Stored data entries >>
──────

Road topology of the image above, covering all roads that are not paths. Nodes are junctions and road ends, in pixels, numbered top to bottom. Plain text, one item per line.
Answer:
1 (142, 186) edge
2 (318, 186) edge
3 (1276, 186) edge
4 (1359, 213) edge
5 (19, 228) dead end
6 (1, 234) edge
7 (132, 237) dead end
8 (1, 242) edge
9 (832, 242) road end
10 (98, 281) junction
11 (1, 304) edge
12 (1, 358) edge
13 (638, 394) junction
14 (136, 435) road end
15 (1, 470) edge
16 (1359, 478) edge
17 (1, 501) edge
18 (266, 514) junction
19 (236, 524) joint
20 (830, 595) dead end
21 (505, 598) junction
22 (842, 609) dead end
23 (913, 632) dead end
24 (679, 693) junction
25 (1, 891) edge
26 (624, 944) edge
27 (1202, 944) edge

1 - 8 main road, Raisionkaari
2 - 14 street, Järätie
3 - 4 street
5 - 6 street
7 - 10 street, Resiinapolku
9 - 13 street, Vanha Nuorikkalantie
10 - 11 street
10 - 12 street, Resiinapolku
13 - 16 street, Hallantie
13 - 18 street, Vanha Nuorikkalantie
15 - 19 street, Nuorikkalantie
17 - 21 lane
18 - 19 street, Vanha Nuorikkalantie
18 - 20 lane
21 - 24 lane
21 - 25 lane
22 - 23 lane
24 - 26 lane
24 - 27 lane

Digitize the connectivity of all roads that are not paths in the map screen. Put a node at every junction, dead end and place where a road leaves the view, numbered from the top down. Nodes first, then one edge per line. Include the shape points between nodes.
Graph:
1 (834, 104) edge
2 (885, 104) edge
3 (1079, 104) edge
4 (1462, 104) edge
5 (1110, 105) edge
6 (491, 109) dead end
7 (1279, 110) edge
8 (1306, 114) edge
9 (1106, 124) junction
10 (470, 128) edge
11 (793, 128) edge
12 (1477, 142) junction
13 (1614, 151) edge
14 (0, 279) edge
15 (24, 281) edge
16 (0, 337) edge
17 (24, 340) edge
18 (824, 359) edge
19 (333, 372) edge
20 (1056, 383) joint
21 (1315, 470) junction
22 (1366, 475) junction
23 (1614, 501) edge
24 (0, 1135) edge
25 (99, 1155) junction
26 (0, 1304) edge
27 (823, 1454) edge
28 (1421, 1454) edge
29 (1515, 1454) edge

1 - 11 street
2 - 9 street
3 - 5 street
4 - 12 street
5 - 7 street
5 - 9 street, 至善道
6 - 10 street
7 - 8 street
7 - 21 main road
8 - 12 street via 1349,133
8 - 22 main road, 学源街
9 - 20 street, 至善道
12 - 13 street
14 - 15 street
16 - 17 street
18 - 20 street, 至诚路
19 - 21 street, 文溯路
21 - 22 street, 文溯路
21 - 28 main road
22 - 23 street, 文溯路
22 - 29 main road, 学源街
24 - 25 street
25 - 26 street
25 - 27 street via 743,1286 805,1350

──────

WHAT THE TASK ASKS >>
The answer must be an exact transcription of every record above.

SOLUTION TO THIS TASK >>
Road topology of the image above, covering all roads that are not paths. Nodes are junctions and road ends, in pixels, numbered top to bottom. Plain text, one item per line.
Answer:
1 (142, 186) edge
2 (318, 186) edge
3 (1276, 186) edge
4 (1359, 213) edge
5 (19, 228) dead end
6 (1, 234) edge
7 (132, 237) dead end
8 (1, 242) edge
9 (832, 242) road end
10 (98, 281) junction
11 (1, 304) edge
12 (1, 358) edge
13 (638, 394) junction
14 (136, 435) road end
15 (1, 470) edge
16 (1359, 478) edge
17 (1, 501) edge
18 (266, 514) junction
19 (236, 524) joint
20 (830, 595) dead end
21 (505, 598) junction
22 (842, 609) dead end
23 (913, 632) dead end
24 (679, 693) junction
25 (1, 891) edge
26 (624, 944) edge
27 (1202, 944) edge

1 - 8 main road, Raisionkaari
2 - 14 street, Järätie
3 - 4 street
5 - 6 street
7 - 10 street, Resiinapolku
9 - 13 street, Vanha Nuorikkalantie
10 - 11 street
10 - 12 street, Resiinapolku
13 - 16 street, Hallantie
13 - 18 street, Vanha Nuorikkalantie
15 - 19 street, Nuorikkalantie
17 - 21 lane
18 - 19 street, Vanha Nuorikkalantie
18 - 20 lane
21 - 24 lane
21 - 25 lane
22 - 23 lane
24 - 26 lane
24 - 27 lane

Digitize the connectivity of all roads that are not paths in the map screen. Put a node at every junction, dead end and place where a road leaves the view, numbered from the top down. Nodes first, then one edge per line. Include the shape points between nodes.
Graph:
1 (834, 104) edge
2 (885, 104) edge
3 (1079, 104) edge
4 (1462, 104) edge
5 (1110, 105) edge
6 (491, 109) dead end
7 (1279, 110) edge
8 (1306, 114) edge
9 (1106, 124) junction
10 (470, 128) edge
11 (793, 128) edge
12 (1477, 142) junction
13 (1614, 151) edge
14 (0, 279) edge
15 (24, 281) edge
16 (0, 337) edge
17 (24, 340) edge
18 (824, 359) edge
19 (333, 372) edge
20 (1056, 383) joint
21 (1315, 470) junction
22 (1366, 475) junction
23 (1614, 501) edge
24 (0, 1135) edge
25 (99, 1155) junction
26 (0, 1304) edge
27 (823, 1454) edge
28 (1421, 1454) edge
29 (1515, 1454) edge

1 - 11 street
2 - 9 street
3 - 5 street
4 - 12 street
5 - 7 street
5 - 9 street, 至善道
6 - 10 street
7 - 8 street
7 - 21 main road
8 - 12 street via 1349,133
8 - 22 main road, 学源街
9 - 20 street, 至善道
12 - 13 street
14 - 15 street
16 - 17 street
18 - 20 street, 至诚路
19 - 21 street, 文溯路
21 - 22 street, 文溯路
21 - 28 main road
22 - 23 street, 文溯路
22 - 29 main road, 学源街
24 - 25 street
25 - 26 street
25 - 27 street via 743,1286 805,1350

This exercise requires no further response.